TASK TO CARRY OUT – Scan the data for "Werkstraße" and copy the lines it appears in.

Recorded data –
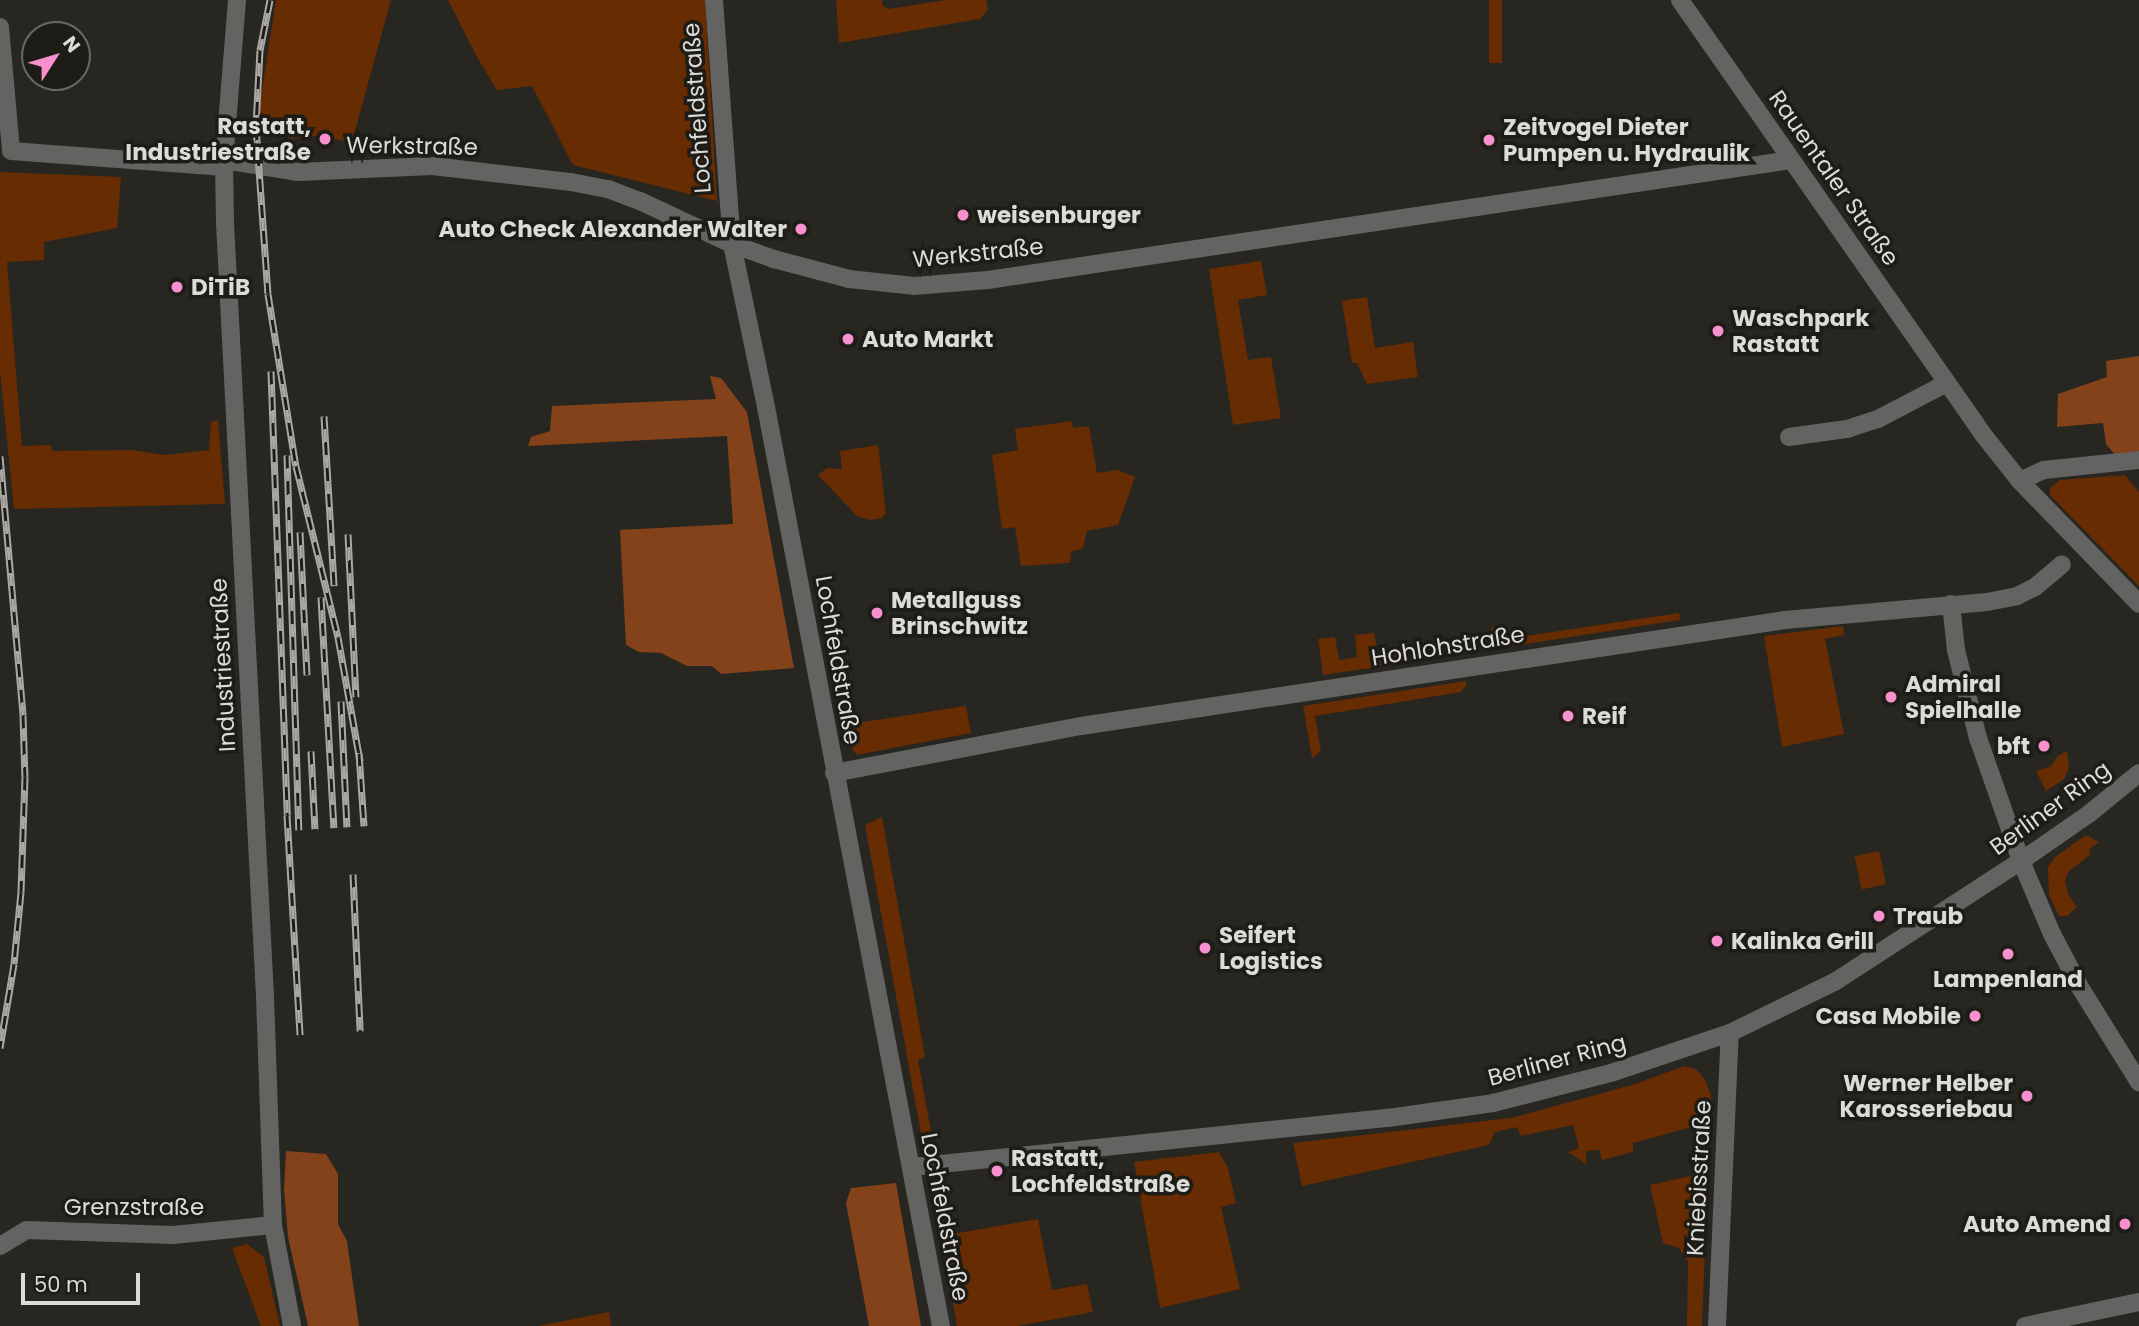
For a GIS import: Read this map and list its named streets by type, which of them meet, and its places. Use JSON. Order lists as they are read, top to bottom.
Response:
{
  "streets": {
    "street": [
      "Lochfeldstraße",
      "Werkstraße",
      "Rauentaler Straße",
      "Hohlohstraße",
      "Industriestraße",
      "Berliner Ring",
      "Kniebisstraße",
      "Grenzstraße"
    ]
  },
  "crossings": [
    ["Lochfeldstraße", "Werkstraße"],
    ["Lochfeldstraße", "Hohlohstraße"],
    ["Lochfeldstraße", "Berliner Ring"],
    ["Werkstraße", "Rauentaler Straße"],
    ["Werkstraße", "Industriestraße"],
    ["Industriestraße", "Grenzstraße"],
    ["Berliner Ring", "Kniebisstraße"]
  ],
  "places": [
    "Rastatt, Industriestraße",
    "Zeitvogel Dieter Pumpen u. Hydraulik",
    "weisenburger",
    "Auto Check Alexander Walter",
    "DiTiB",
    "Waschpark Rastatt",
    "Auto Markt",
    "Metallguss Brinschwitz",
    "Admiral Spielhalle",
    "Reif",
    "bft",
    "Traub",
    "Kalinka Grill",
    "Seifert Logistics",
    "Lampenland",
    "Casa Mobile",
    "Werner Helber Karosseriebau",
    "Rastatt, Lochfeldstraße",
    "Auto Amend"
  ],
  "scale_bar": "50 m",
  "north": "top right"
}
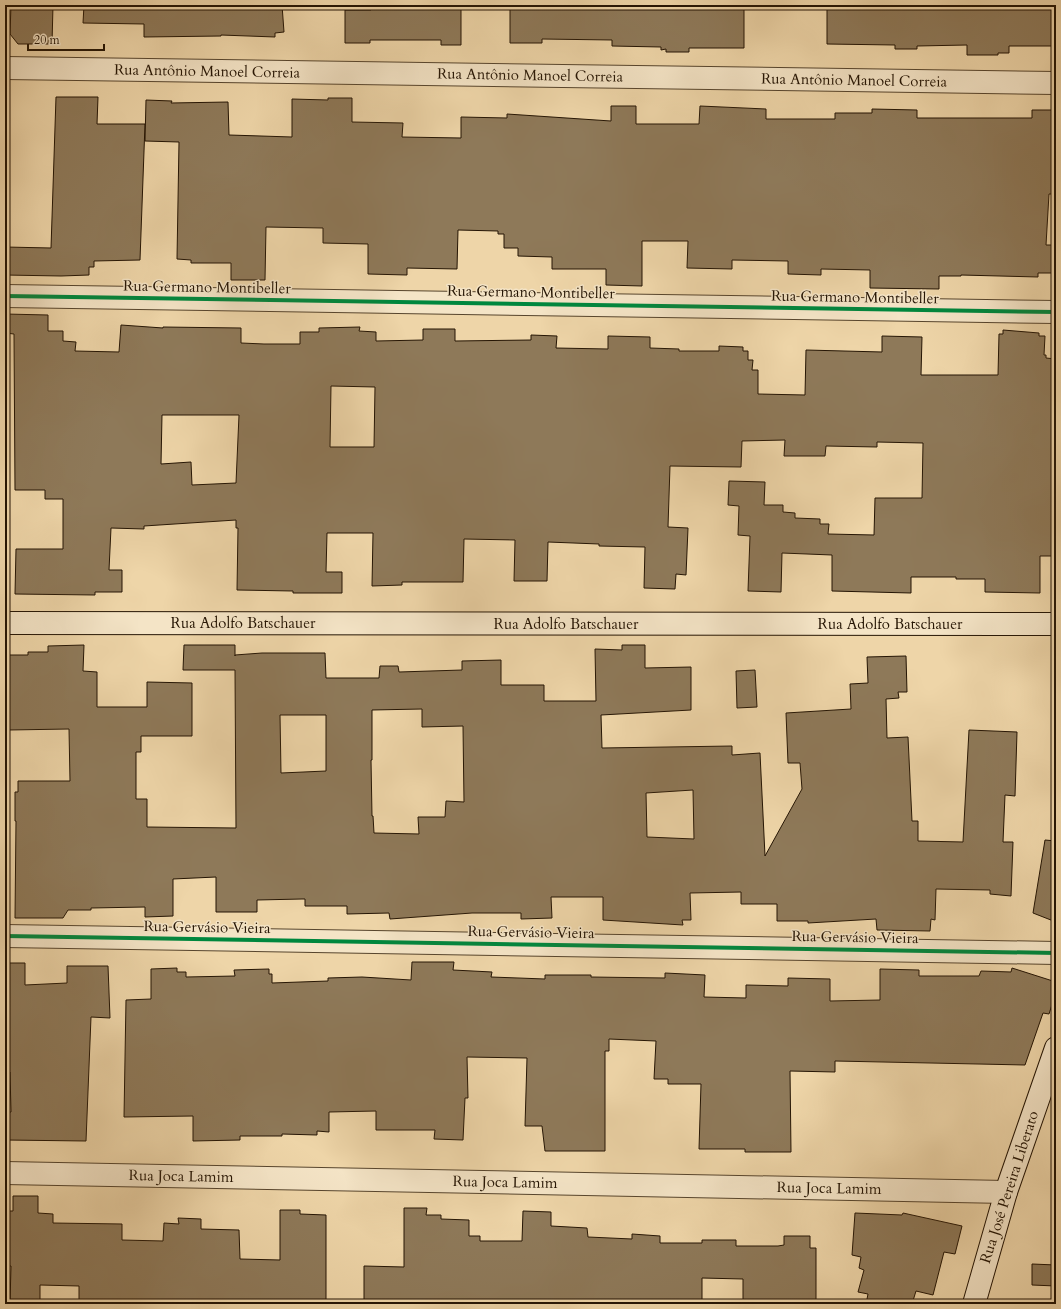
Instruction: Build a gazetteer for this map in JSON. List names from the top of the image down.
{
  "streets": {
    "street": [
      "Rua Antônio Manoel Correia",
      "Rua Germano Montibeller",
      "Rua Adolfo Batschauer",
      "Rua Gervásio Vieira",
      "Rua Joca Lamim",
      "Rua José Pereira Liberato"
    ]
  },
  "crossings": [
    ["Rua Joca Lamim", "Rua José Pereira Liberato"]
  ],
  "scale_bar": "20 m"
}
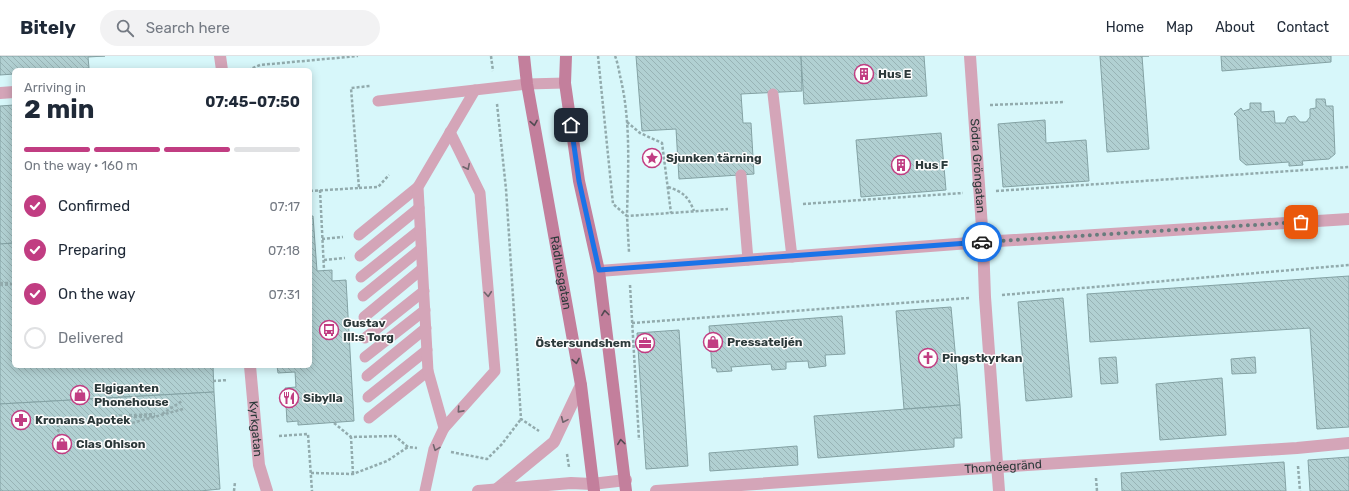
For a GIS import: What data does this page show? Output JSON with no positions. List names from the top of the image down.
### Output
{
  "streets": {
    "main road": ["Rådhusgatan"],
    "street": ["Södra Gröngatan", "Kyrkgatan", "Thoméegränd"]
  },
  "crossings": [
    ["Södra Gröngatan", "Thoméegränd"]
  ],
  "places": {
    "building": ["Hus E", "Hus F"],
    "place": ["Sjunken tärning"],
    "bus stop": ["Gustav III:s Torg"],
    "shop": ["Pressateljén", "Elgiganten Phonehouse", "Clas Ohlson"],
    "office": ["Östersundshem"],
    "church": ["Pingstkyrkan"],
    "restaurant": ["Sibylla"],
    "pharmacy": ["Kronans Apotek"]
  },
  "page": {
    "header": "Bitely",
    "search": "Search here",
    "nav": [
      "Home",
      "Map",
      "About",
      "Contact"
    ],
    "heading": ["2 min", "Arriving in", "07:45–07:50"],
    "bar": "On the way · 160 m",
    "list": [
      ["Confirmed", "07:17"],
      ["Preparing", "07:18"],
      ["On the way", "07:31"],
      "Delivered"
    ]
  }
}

RESPONSE BOX –
      "Werkstraße",
    ["Lochfeldstraße", "Werkstraße"],
    ["Werkstraße", "Rauentaler Straße"],
    ["Werkstraße", "Industriestraße"],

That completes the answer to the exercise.